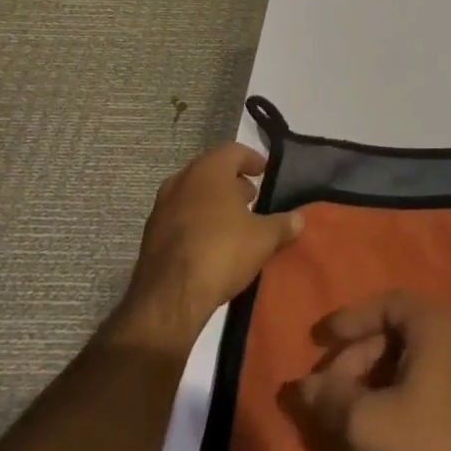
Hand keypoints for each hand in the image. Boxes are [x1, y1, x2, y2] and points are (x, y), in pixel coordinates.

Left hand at [107, 143, 302, 354]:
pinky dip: (196, 220)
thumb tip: (300, 218)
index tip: (264, 172)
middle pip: (211, 170)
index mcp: (209, 170)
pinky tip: (210, 242)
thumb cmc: (222, 252)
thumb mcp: (263, 238)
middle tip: (251, 196)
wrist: (169, 299)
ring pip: (192, 193)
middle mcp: (182, 180)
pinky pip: (179, 216)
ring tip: (233, 221)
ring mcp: (161, 208)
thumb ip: (283, 224)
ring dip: (212, 201)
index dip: (252, 159)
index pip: (234, 151)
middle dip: (232, 181)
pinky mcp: (150, 235)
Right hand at [296, 290, 450, 450]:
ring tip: (349, 411)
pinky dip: (400, 390)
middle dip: (359, 357)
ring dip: (377, 377)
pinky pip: (430, 378)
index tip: (321, 340)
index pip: (387, 303)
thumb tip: (302, 385)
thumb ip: (331, 397)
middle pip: (399, 331)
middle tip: (329, 389)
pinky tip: (381, 423)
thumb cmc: (427, 447)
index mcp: (436, 324)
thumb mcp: (367, 423)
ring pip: (414, 358)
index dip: (351, 320)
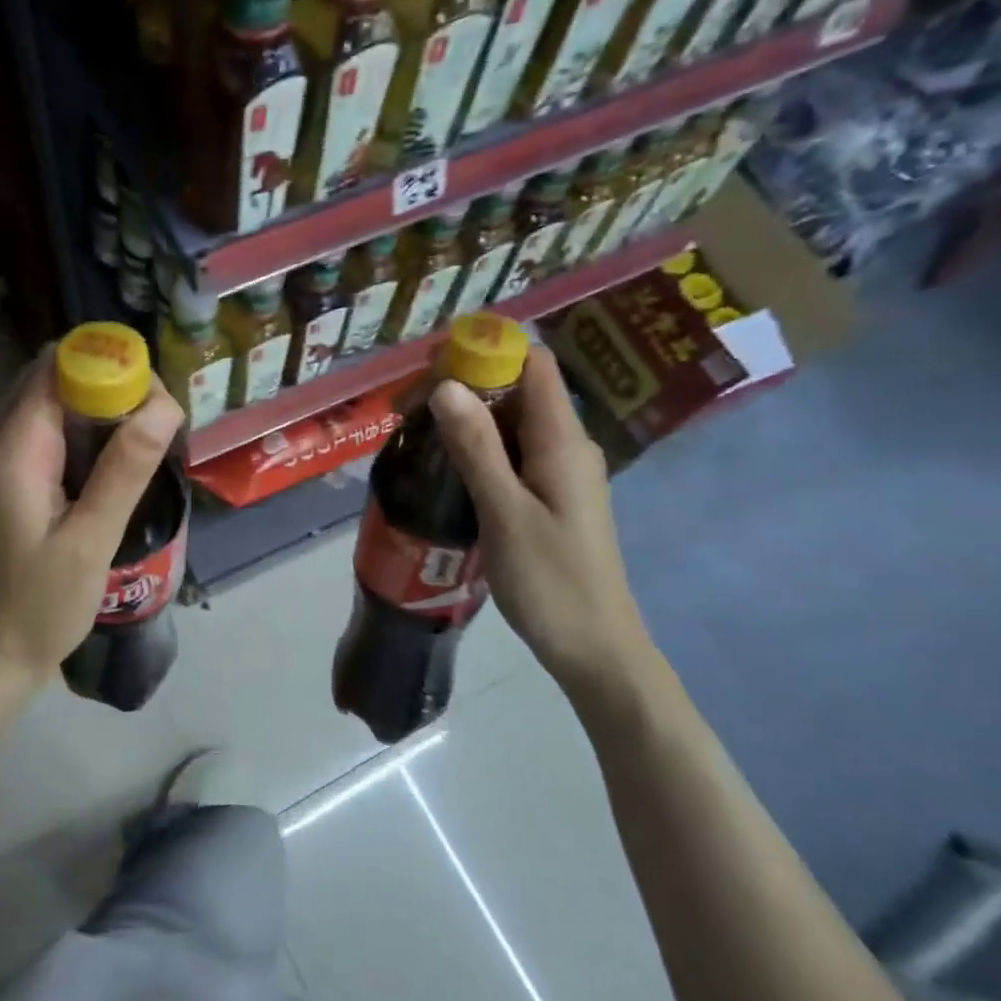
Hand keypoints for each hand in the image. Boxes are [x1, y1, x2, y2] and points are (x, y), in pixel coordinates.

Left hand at [0, 349, 183, 695]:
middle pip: (48, 383)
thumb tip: (163, 405)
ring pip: (46, 409)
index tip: (151, 391)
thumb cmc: (42, 605)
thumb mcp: (91, 541)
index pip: (53, 371)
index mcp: (12, 452)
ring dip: (93, 409)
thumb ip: (125, 470)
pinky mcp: (3, 487)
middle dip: (103, 383)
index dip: (103, 364)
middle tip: (155, 415)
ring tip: (142, 435)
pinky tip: (110, 463)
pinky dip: (78, 435)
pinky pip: (42, 439)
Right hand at [430, 344, 658, 697]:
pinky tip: (444, 466)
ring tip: (414, 433)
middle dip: (465, 386)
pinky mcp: (549, 497)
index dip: (488, 351)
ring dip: (467, 420)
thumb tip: (446, 386)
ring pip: (512, 425)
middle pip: (518, 392)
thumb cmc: (551, 581)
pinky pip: (512, 454)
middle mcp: (567, 447)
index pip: (534, 366)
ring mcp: (559, 473)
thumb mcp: (505, 512)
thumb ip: (477, 448)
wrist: (594, 648)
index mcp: (563, 442)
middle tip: (406, 407)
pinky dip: (478, 449)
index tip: (432, 363)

+===+

Copy each line above exactly. Images do not belong in the copy.

Hand keypoints for each hand in the image. Boxes are [x1, y1, x2, y2] and points are (x, y), in pixel coordinates.

Left hand at [107, 143, 302, 354]:
pinky dip: (196, 220)
thumb tip: (300, 218)
index tip: (264, 172)
middle pip: (211, 170)
index mcp: (209, 170)
pinky tip: (210, 242)
thumb cmc: (222, 252)
thumb mcp: (263, 238)
middle tip: (251, 196)
wrist: (169, 299)
ring pip: (192, 193)
middle mcp: (182, 180)
pinky pip: (179, 216)
ring tip: (233, 221)
ring mcp: (161, 208)
thumb ip: (283, 224)
ring dip: (212, 201)
index dip: (252, 159)
index pip: (234, 151)
middle dip: (232, 181)
pinky mcp: (150, 235)
Right hand at [296, 290, 450, 450]:
ring tip: (349, 411)
pinky dip: (400, 390)
middle dip: (359, 357)
ring dip: (377, 377)
pinky pip: (430, 378)
index tip: (321, 340)
index pip: (387, 303)
thumb tip: (302, 385)
thumb ip: (331, 397)
middle pip: (399, 331)
middle tip: (329, 389)
pinky tip: (381, 423)
thumb cmc: (427, 447)
index mcp: (436, 324)
thumb mcp: (367, 423)
ring pip: (414, 358)
index dip: (351, 320)
Hand keypoints for each hand in the image. Boxes are [x1, y1, x2, y2] and points are (x, y), in pixel coordinates.

Left hand at [0, 349, 183, 695]:
middle pip: (48, 383)
thumb tip: (163, 405)
ring pip: (46, 409)
index tip: (151, 391)
thumb cmc: (42, 605)
thumb mcp: (91, 541)
index pip: (53, 371)
index mcp: (12, 452)
ring dip: (93, 409)
thumb ip: (125, 470)
pinky mcp: (3, 487)
middle dip: (103, 383)
index dip: (103, 364)
middle tip: (155, 415)
ring tip: (142, 435)
pinky tip: (110, 463)
pinky dip: (78, 435)
pinky pip: (42, 439)
Right hand at [430, 344, 658, 697]:
pinky tip: (444, 466)
ring tip: (414, 433)
middle dip: (465, 386)
pinky mcp: (549, 497)
index dip: (488, 351)
ring dip: (467, 420)
thumb tip: (446, 386)
ring pip: (512, 425)
middle pip: (518, 392)
thumb cmc: (551, 581)
pinky pip: (512, 454)
middle mcp: (567, 447)
index pip: (534, 366)
ring mcp: (559, 473)
thumb mcp: (505, 512)
thumb ip: (477, 448)
wrist: (594, 648)
index mcp: (563, 442)
middle tip: (406, 407)
pinky dip: (478, 449)
index tip: (432, 363)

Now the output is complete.